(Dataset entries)

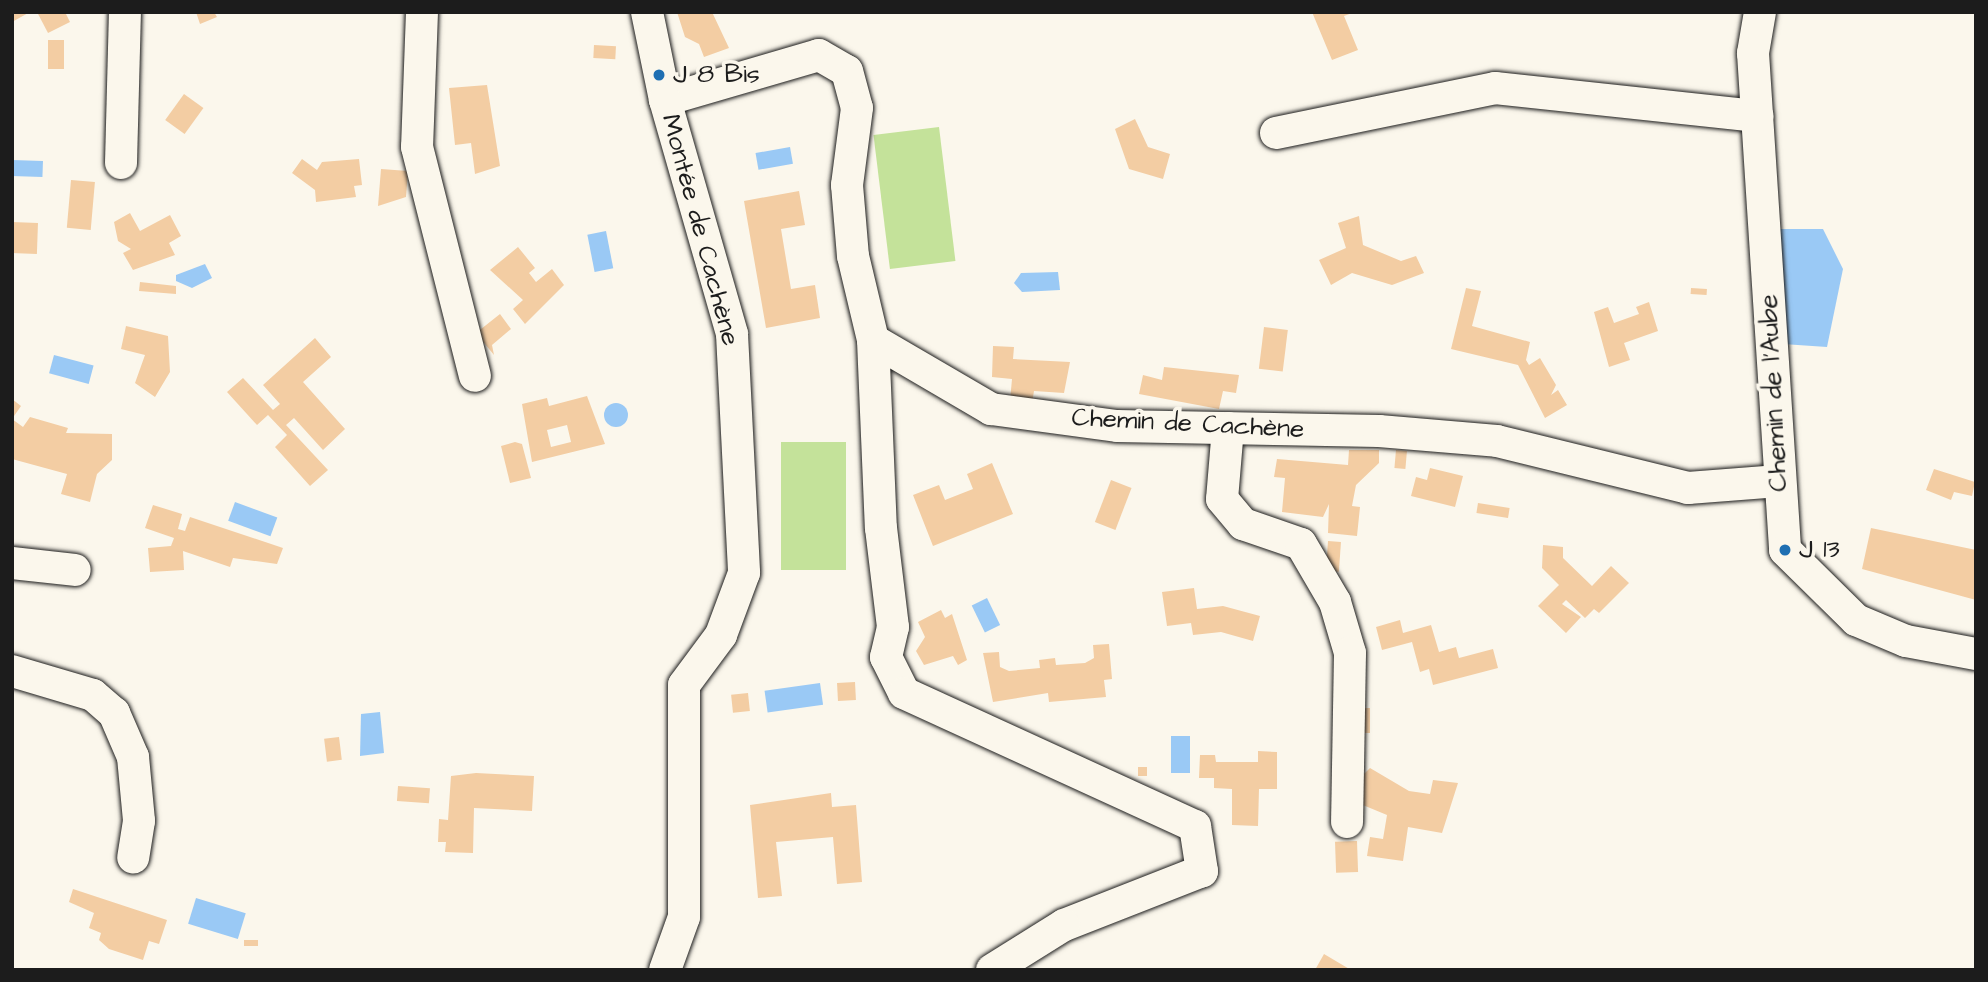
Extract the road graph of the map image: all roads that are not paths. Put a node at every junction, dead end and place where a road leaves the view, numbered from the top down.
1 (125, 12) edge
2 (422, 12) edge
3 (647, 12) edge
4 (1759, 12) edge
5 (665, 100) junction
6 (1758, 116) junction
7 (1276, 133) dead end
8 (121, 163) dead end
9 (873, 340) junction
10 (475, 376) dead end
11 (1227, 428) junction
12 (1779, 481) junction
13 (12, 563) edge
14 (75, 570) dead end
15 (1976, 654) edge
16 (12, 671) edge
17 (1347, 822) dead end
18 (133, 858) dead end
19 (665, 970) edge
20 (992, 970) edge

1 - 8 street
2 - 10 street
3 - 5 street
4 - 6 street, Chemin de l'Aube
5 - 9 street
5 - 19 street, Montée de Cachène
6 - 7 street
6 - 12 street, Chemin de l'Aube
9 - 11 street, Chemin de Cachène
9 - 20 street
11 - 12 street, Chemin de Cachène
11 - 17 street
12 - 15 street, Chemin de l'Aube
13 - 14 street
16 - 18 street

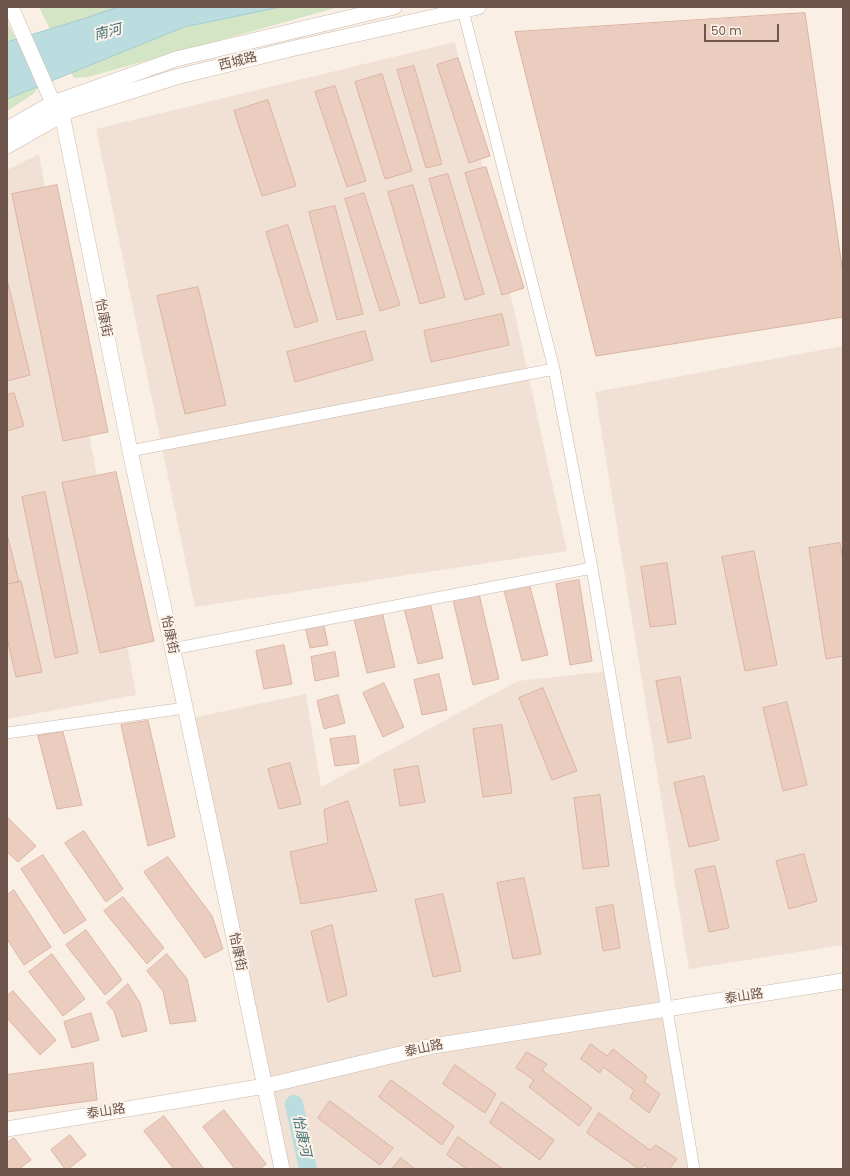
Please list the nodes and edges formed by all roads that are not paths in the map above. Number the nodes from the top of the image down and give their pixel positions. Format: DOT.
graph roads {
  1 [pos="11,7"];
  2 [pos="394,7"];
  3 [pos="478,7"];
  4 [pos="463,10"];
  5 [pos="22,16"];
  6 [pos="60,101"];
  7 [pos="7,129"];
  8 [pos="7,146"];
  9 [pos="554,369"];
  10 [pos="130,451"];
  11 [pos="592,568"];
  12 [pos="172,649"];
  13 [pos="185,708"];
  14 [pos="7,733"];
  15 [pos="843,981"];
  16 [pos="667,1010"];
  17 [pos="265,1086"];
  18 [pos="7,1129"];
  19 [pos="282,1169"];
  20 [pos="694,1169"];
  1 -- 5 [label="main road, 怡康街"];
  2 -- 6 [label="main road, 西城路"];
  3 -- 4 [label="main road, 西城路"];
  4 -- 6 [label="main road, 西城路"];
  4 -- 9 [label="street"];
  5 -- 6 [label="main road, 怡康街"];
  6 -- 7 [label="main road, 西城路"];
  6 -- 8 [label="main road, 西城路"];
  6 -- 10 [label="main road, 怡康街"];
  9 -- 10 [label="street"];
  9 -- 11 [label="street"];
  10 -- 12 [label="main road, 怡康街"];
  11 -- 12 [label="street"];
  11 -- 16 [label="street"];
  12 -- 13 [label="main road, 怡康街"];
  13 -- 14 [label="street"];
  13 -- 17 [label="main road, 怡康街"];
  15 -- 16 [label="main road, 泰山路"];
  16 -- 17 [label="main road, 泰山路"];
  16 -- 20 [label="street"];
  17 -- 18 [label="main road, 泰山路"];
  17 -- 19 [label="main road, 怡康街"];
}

▸ Exercise aim
Set the records down again exactly as given, and leave the pictures out.

▸ Written response
Extract the road graph of the map image: all roads that are not paths. Put a node at every junction, dead end and place where a road leaves the view, numbered from the top down.
1 (125, 12) edge
2 (422, 12) edge
3 (647, 12) edge
4 (1759, 12) edge
5 (665, 100) junction
6 (1758, 116) junction
7 (1276, 133) dead end
8 (121, 163) dead end
9 (873, 340) junction
10 (475, 376) dead end
11 (1227, 428) junction
12 (1779, 481) junction
13 (12, 563) edge
14 (75, 570) dead end
15 (1976, 654) edge
16 (12, 671) edge
17 (1347, 822) dead end
18 (133, 858) dead end
19 (665, 970) edge
20 (992, 970) edge

1 - 8 street
2 - 10 street
3 - 5 street
4 - 6 street, Chemin de l'Aube
5 - 9 street
5 - 19 street, Montée de Cachène
6 - 7 street
6 - 12 street, Chemin de l'Aube
9 - 11 street, Chemin de Cachène
9 - 20 street
11 - 12 street, Chemin de Cachène
11 - 17 street
12 - 15 street, Chemin de l'Aube
13 - 14 street
16 - 18 street

Please list the nodes and edges formed by all roads that are not paths in the map above. Number the nodes from the top of the image down and give their pixel positions. Format: DOT.
graph roads {
  1 [pos="11,7"];
  2 [pos="394,7"];
  3 [pos="478,7"];
  4 [pos="463,10"];
  5 [pos="22,16"];
  6 [pos="60,101"];
  7 [pos="7,129"];
  8 [pos="7,146"];
  9 [pos="554,369"];
  10 [pos="130,451"];
  11 [pos="592,568"];
  12 [pos="172,649"];
  13 [pos="185,708"];
  14 [pos="7,733"];
  15 [pos="843,981"];
  16 [pos="667,1010"];
  17 [pos="265,1086"];
  18 [pos="7,1129"];
  19 [pos="282,1169"];
  20 [pos="694,1169"];
  1 -- 5 [label="main road, 怡康街"];
  2 -- 6 [label="main road, 西城路"];
  3 -- 4 [label="main road, 西城路"];
  4 -- 6 [label="main road, 西城路"];
  4 -- 9 [label="street"];
  5 -- 6 [label="main road, 怡康街"];
  6 -- 7 [label="main road, 西城路"];
  6 -- 8 [label="main road, 西城路"];
  6 -- 10 [label="main road, 怡康街"];
  9 -- 10 [label="street"];
  9 -- 11 [label="street"];
  10 -- 12 [label="main road, 怡康街"];
  11 -- 12 [label="street"];
  11 -- 16 [label="street"];
  12 -- 13 [label="main road, 怡康街"];
  13 -- 14 [label="street"];
  13 -- 17 [label="main road, 怡康街"];
  15 -- 16 [label="main road, 泰山路"];
  16 -- 17 [label="main road, 泰山路"];
  16 -- 20 [label="street"];
  17 -- 18 [label="main road, 泰山路"];
  17 -- 19 [label="main road, 怡康街"];
}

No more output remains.